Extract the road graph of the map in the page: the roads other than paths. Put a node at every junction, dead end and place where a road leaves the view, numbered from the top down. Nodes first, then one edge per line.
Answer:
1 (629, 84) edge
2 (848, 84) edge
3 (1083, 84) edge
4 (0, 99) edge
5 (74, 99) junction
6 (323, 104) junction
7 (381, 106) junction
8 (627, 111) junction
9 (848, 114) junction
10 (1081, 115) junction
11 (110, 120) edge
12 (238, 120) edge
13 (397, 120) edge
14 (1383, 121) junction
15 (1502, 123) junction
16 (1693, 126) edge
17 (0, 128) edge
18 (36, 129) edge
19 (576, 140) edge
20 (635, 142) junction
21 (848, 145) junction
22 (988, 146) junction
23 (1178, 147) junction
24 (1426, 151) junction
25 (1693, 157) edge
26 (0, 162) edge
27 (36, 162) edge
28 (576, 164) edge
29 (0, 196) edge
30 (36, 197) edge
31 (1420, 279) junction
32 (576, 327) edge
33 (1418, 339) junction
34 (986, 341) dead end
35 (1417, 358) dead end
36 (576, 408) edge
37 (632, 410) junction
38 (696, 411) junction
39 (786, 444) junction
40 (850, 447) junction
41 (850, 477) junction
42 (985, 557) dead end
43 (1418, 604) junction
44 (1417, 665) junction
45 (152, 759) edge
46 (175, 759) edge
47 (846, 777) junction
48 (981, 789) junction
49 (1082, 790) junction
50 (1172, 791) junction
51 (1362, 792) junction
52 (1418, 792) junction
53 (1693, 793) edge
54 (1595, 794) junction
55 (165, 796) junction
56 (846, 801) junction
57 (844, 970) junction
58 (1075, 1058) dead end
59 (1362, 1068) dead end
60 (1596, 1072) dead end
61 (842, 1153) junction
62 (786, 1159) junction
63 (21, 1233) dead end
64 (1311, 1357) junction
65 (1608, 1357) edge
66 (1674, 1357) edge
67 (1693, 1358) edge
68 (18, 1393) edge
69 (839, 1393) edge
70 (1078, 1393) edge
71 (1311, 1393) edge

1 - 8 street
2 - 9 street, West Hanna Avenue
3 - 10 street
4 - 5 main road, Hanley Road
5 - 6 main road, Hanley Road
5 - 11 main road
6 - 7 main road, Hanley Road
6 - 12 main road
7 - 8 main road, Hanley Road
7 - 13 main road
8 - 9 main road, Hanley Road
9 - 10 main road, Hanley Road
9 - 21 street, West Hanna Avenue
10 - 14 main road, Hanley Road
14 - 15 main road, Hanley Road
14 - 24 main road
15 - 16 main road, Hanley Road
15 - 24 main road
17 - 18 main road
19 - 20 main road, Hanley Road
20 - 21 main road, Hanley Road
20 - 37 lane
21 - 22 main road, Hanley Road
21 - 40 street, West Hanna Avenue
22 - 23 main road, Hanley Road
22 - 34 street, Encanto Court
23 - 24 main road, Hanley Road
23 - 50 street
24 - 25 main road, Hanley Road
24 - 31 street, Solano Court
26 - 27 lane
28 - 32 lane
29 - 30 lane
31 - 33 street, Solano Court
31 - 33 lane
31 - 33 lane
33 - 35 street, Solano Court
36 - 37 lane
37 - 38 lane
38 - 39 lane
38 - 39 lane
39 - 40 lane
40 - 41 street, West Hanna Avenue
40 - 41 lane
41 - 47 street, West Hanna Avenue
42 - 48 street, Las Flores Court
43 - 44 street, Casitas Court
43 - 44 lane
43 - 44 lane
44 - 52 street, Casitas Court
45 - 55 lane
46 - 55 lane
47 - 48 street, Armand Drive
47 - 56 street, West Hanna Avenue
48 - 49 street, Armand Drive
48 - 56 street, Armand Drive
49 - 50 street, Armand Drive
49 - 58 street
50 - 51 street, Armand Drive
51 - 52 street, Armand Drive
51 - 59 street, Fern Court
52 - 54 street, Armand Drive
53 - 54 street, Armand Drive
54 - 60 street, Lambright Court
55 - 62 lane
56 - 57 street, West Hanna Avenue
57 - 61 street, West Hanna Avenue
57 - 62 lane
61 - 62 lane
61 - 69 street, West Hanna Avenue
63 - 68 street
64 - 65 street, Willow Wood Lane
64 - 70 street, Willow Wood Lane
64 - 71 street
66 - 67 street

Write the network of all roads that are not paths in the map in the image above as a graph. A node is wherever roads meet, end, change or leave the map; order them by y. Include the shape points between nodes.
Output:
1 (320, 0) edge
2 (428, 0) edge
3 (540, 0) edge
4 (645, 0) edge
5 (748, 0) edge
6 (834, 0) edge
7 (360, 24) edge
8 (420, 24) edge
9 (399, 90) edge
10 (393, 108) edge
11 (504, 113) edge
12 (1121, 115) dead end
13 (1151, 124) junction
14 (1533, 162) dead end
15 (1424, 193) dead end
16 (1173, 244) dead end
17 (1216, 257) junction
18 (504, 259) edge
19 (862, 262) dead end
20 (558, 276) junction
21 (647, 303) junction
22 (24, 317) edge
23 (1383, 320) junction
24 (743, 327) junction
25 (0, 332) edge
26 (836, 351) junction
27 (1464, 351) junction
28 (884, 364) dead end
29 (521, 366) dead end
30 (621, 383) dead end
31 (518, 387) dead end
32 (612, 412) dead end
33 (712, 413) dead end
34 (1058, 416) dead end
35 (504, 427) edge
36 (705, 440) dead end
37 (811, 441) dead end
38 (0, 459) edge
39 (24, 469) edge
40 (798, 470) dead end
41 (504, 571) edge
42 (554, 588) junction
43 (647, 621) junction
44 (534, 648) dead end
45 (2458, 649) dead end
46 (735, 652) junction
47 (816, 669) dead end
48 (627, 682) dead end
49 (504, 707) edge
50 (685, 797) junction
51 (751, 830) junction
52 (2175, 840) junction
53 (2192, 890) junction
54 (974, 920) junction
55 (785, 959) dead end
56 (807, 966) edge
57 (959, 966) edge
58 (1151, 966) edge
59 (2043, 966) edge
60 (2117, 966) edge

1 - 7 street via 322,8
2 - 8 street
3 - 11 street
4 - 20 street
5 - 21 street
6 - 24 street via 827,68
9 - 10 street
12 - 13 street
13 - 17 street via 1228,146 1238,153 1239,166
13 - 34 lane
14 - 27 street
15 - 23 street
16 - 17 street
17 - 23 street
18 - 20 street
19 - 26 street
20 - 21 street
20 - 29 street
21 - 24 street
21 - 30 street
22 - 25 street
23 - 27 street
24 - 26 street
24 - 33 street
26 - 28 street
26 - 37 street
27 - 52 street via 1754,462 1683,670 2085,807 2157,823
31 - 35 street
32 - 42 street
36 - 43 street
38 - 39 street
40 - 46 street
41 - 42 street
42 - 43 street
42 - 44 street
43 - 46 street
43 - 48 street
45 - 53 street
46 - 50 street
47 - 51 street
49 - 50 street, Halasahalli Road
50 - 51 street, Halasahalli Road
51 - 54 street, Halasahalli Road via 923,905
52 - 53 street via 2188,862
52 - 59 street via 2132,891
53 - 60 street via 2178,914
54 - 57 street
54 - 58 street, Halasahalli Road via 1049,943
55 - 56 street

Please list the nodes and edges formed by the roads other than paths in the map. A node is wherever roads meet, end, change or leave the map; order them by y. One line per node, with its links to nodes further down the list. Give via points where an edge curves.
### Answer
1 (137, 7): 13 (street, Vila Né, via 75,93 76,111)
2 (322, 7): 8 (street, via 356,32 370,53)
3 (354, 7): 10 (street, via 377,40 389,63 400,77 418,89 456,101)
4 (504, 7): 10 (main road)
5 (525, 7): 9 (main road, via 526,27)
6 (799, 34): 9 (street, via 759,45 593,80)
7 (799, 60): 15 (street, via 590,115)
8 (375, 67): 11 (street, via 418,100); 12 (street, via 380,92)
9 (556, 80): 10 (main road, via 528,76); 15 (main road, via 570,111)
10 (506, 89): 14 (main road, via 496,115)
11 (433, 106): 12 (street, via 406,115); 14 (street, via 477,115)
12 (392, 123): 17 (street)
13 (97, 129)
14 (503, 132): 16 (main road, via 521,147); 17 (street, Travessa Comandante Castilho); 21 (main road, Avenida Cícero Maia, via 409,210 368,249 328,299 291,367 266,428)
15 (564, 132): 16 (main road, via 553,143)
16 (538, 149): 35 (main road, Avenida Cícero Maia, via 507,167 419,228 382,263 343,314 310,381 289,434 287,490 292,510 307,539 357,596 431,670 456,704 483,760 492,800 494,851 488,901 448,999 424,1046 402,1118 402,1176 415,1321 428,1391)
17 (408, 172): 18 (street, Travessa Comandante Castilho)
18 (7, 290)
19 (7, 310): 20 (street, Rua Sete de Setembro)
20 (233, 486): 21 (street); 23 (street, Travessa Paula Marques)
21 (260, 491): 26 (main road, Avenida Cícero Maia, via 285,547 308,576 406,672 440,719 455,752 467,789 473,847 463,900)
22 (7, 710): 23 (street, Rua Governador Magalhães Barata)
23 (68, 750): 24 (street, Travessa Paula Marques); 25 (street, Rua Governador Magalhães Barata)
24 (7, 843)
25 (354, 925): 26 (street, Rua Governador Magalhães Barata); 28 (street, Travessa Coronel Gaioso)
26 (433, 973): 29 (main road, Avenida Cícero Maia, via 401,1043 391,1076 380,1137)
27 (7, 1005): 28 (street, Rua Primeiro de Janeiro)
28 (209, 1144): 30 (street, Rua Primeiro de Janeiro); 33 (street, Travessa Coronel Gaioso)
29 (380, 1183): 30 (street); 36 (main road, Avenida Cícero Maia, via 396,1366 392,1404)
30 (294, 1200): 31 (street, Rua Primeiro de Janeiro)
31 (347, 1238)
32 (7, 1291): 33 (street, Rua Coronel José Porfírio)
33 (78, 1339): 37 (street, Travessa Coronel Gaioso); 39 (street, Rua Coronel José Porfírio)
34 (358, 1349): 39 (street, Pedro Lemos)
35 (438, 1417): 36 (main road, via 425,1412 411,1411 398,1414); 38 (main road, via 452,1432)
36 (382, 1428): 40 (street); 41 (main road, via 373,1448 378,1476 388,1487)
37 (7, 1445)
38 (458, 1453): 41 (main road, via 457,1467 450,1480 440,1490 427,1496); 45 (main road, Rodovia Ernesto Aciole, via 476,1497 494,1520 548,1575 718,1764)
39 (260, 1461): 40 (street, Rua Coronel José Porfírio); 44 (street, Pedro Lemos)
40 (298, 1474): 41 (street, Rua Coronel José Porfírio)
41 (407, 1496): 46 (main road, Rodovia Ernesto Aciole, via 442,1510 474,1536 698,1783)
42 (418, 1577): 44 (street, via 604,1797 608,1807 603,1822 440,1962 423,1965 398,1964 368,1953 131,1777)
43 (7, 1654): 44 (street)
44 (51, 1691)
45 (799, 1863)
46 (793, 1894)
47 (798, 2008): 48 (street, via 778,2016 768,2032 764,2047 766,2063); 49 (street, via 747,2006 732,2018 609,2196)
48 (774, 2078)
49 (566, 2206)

• **What you will do**: Please filter the data down to the lines containing the word "West".

• **Expected answer**:
2 - 9 street, West Hanna Avenue
9 - 21 street, West Hanna Avenue
21 - 40 street, West Hanna Avenue
40 - 41 street, West Hanna Avenue
41 - 47 street, West Hanna Avenue
47 - 56 street, West Hanna Avenue
56 - 57 street, West Hanna Avenue
57 - 61 street, West Hanna Avenue
61 - 69 street, West Hanna Avenue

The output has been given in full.